* What to work on
Print the data once more, exactly as supplied.

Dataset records
Segment Open

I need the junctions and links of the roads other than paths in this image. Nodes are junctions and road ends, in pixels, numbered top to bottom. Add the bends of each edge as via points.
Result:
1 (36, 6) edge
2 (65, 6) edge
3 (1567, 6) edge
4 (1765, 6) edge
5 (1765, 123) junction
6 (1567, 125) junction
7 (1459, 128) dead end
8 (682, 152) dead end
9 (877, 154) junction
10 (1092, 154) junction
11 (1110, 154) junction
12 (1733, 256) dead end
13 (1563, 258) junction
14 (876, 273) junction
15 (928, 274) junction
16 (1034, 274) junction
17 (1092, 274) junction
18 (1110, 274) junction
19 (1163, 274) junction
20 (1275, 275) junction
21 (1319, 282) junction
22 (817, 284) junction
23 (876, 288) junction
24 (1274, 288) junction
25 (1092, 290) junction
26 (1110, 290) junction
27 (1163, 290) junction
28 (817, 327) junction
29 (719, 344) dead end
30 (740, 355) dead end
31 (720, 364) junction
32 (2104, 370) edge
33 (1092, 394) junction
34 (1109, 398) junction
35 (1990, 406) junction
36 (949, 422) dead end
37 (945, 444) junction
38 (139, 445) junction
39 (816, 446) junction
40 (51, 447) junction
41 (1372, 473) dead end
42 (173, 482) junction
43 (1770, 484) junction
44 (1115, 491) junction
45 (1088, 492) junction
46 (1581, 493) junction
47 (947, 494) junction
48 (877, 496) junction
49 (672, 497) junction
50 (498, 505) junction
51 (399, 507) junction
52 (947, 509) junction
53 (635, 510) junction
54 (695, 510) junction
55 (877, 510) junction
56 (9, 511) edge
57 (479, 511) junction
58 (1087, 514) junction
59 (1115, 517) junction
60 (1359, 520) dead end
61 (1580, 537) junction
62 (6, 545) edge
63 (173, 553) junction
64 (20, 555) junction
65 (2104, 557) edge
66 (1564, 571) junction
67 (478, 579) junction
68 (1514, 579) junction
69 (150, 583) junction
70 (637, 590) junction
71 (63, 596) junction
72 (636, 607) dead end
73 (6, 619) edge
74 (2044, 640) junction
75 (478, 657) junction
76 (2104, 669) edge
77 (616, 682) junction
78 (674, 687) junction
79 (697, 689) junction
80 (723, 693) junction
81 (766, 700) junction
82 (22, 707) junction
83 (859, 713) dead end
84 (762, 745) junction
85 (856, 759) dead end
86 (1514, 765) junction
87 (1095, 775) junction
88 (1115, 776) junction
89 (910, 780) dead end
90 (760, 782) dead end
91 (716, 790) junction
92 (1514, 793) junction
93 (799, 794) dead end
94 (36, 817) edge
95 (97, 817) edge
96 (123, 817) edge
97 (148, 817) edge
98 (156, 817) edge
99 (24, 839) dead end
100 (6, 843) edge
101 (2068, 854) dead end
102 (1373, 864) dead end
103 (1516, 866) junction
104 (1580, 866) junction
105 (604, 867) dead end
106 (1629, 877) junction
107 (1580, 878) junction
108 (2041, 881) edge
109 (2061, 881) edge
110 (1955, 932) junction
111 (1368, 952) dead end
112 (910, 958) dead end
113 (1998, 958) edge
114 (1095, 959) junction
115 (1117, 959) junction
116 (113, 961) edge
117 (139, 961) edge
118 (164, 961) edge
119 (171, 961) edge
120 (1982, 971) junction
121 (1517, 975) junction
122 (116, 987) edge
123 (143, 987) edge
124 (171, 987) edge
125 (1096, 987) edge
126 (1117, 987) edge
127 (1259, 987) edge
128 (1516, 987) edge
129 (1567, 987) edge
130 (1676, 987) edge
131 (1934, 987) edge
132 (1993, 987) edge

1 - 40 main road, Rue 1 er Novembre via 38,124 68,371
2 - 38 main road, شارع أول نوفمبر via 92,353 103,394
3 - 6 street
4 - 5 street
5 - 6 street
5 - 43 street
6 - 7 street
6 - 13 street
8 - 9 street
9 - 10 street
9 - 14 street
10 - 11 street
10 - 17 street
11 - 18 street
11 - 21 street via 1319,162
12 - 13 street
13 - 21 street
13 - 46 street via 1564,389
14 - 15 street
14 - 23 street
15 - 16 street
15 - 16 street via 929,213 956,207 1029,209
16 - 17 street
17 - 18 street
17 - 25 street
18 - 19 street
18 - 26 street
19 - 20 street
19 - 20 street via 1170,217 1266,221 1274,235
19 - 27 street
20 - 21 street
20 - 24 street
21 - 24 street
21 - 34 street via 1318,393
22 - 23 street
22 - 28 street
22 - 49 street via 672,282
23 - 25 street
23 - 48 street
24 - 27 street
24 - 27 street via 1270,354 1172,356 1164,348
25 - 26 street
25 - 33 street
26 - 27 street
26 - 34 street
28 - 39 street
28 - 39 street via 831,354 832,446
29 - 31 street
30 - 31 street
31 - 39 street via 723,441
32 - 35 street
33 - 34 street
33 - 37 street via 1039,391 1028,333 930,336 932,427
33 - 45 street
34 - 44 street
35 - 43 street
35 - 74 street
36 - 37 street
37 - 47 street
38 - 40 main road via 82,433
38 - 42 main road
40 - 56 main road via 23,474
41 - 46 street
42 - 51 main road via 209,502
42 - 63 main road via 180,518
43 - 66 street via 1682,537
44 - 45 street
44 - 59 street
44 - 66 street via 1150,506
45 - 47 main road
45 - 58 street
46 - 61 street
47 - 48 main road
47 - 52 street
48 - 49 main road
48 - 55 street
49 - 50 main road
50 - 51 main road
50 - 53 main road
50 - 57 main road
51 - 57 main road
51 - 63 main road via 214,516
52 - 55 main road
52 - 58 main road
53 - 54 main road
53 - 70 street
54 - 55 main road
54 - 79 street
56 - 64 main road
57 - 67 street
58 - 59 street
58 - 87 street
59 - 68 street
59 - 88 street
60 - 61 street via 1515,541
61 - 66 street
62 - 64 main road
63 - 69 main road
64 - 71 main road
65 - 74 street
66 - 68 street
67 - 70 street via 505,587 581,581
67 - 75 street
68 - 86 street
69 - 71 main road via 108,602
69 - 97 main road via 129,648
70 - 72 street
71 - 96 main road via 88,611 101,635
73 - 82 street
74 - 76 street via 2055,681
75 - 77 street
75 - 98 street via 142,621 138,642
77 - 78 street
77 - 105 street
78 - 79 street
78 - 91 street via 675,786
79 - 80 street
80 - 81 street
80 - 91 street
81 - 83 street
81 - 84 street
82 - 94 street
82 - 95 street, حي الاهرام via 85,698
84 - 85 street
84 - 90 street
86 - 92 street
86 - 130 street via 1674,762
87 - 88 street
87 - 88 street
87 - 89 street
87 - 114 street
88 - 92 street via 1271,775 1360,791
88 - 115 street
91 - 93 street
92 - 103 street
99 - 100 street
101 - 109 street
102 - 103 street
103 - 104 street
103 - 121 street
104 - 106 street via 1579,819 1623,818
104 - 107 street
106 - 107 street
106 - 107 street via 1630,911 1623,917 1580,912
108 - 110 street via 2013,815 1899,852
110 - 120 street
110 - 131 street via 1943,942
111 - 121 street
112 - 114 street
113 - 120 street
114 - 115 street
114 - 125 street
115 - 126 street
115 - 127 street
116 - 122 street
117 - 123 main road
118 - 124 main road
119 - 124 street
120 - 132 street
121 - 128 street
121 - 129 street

Segment Closed

* Solution to this problem
I need the junctions and links of the roads other than paths in this image. Nodes are junctions and road ends, in pixels, numbered top to bottom. Add the bends of each edge as via points.
Result:
1 (36, 6) edge
2 (65, 6) edge
3 (1567, 6) edge
4 (1765, 6) edge
5 (1765, 123) junction
6 (1567, 125) junction
7 (1459, 128) dead end
8 (682, 152) dead end
9 (877, 154) junction
10 (1092, 154) junction
11 (1110, 154) junction
12 (1733, 256) dead end
13 (1563, 258) junction
14 (876, 273) junction
15 (928, 274) junction
16 (1034, 274) junction
17 (1092, 274) junction
18 (1110, 274) junction
19 (1163, 274) junction
20 (1275, 275) junction
21 (1319, 282) junction
22 (817, 284) junction
23 (876, 288) junction
24 (1274, 288) junction
25 (1092, 290) junction
26 (1110, 290) junction
27 (1163, 290) junction
28 (817, 327) junction
29 (719, 344) dead end
30 (740, 355) dead end
31 (720, 364) junction
32 (2104, 370) edge
33 (1092, 394) junction
34 (1109, 398) junction
35 (1990, 406) junction
36 (949, 422) dead end
37 (945, 444) junction
38 (139, 445) junction
39 (816, 446) junction
40 (51, 447) junction
41 (1372, 473) dead end
42 (173, 482) junction
43 (1770, 484) junction
44 (1115, 491) junction
45 (1088, 492) junction
46 (1581, 493) junction
47 (947, 494) junction
48 (877, 496) junction
49 (672, 497) junction
50 (498, 505) junction
51 (399, 507) junction
52 (947, 509) junction
53 (635, 510) junction
54 (695, 510) junction
55 (877, 510) junction
56 (9, 511) edge
57 (479, 511) junction
58 (1087, 514) junction
59 (1115, 517) junction
60 (1359, 520) dead end
61 (1580, 537) junction
62 (6, 545) edge
63 (173, 553) junction
64 (20, 555) junction
65 (2104, 557) edge
66 (1564, 571) junction
67 (478, 579) junction
68 (1514, 579) junction
69 (150, 583) junction
70 (637, 590) junction
71 (63, 596) junction
72 (636, 607) dead end
73 (6, 619) edge
74 (2044, 640) junction
75 (478, 657) junction
76 (2104, 669) edge
77 (616, 682) junction
78 (674, 687) junction
79 (697, 689) junction
80 (723, 693) junction
81 (766, 700) junction
82 (22, 707) junction
83 (859, 713) dead end
84 (762, 745) junction
85 (856, 759) dead end
86 (1514, 765) junction
87 (1095, 775) junction
88 (1115, 776) junction
89 (910, 780) dead end
90 (760, 782) dead end
91 (716, 790) junction
92 (1514, 793) junction
93 (799, 794) dead end
94 (36, 817) edge
95 (97, 817) edge
96 (123, 817) edge
97 (148, 817) edge
98 (156, 817) edge
99 (24, 839) dead end
100 (6, 843) edge
101 (2068, 854) dead end
102 (1373, 864) dead end
103 (1516, 866) junction
104 (1580, 866) junction
105 (604, 867) dead end
106 (1629, 877) junction
107 (1580, 878) junction
108 (2041, 881) edge
109 (2061, 881) edge
110 (1955, 932) junction
111 (1368, 952) dead end
112 (910, 958) dead end
113 (1998, 958) edge
114 (1095, 959) junction
115 (1117, 959) junction
116 (113, 961) edge
117 (139, 961) edge
118 (164, 961) edge
119 (171, 961) edge
120 (1982, 971) junction
121 (1517, 975) junction
122 (116, 987) edge
123 (143, 987) edge
124 (171, 987) edge
125 (1096, 987) edge
126 (1117, 987) edge
127 (1259, 987) edge
128 (1516, 987) edge
129 (1567, 987) edge
130 (1676, 987) edge
131 (1934, 987) edge
132 (1993, 987) edge

1 - 40 main road, Rue 1 er Novembre via 38,124 68,371
2 - 38 main road, شارع أول نوفمبر via 92,353 103,394
3 - 6 street
4 - 5 street
5 - 6 street
5 - 43 street
6 - 7 street
6 - 13 street
8 - 9 street
9 - 10 street
9 - 14 street
10 - 11 street
10 - 17 street
11 - 18 street
11 - 21 street via 1319,162
12 - 13 street
13 - 21 street
13 - 46 street via 1564,389
14 - 15 street
14 - 23 street
15 - 16 street
15 - 16 street via 929,213 956,207 1029,209
16 - 17 street
17 - 18 street
17 - 25 street
18 - 19 street
18 - 26 street
19 - 20 street
19 - 20 street via 1170,217 1266,221 1274,235
19 - 27 street
20 - 21 street
20 - 24 street
21 - 24 street
21 - 34 street via 1318,393
22 - 23 street
22 - 28 street
22 - 49 street via 672,282
23 - 25 street
23 - 48 street
24 - 27 street
24 - 27 street via 1270,354 1172,356 1164,348
25 - 26 street
25 - 33 street
26 - 27 street
26 - 34 street
28 - 39 street
28 - 39 street via 831,354 832,446
29 - 31 street
30 - 31 street
31 - 39 street via 723,441
32 - 35 street
33 - 34 street
33 - 37 street via 1039,391 1028,333 930,336 932,427
33 - 45 street
34 - 44 street
35 - 43 street
35 - 74 street
36 - 37 street
37 - 47 street
38 - 40 main road via 82,433
38 - 42 main road
40 - 56 main road via 23,474
41 - 46 street
42 - 51 main road via 209,502
42 - 63 main road via 180,518
43 - 66 street via 1682,537
44 - 45 street
44 - 59 street
44 - 66 street via 1150,506
45 - 47 main road
45 - 58 street
46 - 61 street
47 - 48 main road
47 - 52 street
48 - 49 main road
48 - 55 street
49 - 50 main road
50 - 51 main road
50 - 53 main road
50 - 57 main road
51 - 57 main road
51 - 63 main road via 214,516
52 - 55 main road
52 - 58 main road
53 - 54 main road
53 - 70 street
54 - 55 main road
54 - 79 street
56 - 64 main road
57 - 67 street
58 - 59 street
58 - 87 street
59 - 68 street
59 - 88 street
60 - 61 street via 1515,541
61 - 66 street
62 - 64 main road
63 - 69 main road
64 - 71 main road
65 - 74 street
66 - 68 street
67 - 70 street via 505,587 581,581
67 - 75 street
68 - 86 street
69 - 71 main road via 108,602
69 - 97 main road via 129,648
70 - 72 street
71 - 96 main road via 88,611 101,635
73 - 82 street
74 - 76 street via 2055,681
75 - 77 street
75 - 98 street via 142,621 138,642
77 - 78 street
77 - 105 street
78 - 79 street
78 - 91 street via 675,786
79 - 80 street
80 - 81 street
80 - 91 street
81 - 83 street
81 - 84 street
82 - 94 street
82 - 95 street, حي الاهرام via 85,698
84 - 85 street
84 - 90 street
86 - 92 street
86 - 130 street via 1674,762
87 - 88 street
87 - 88 street
87 - 89 street
87 - 114 street
88 - 92 street via 1271,775 1360,791
88 - 115 street
91 - 93 street
92 - 103 street
99 - 100 street
101 - 109 street
102 - 103 street
103 - 104 street
103 - 121 street
104 - 106 street via 1579,819 1623,818
104 - 107 street
106 - 107 street
106 - 107 street via 1630,911 1623,917 1580,912
108 - 110 street via 2013,815 1899,852
110 - 120 street
110 - 131 street via 1943,942
111 - 121 street
112 - 114 street
113 - 120 street
114 - 115 street
114 - 125 street
115 - 126 street
115 - 127 street
116 - 122 street
117 - 123 main road
118 - 124 main road
119 - 124 street
120 - 132 street
121 - 128 street
121 - 129 street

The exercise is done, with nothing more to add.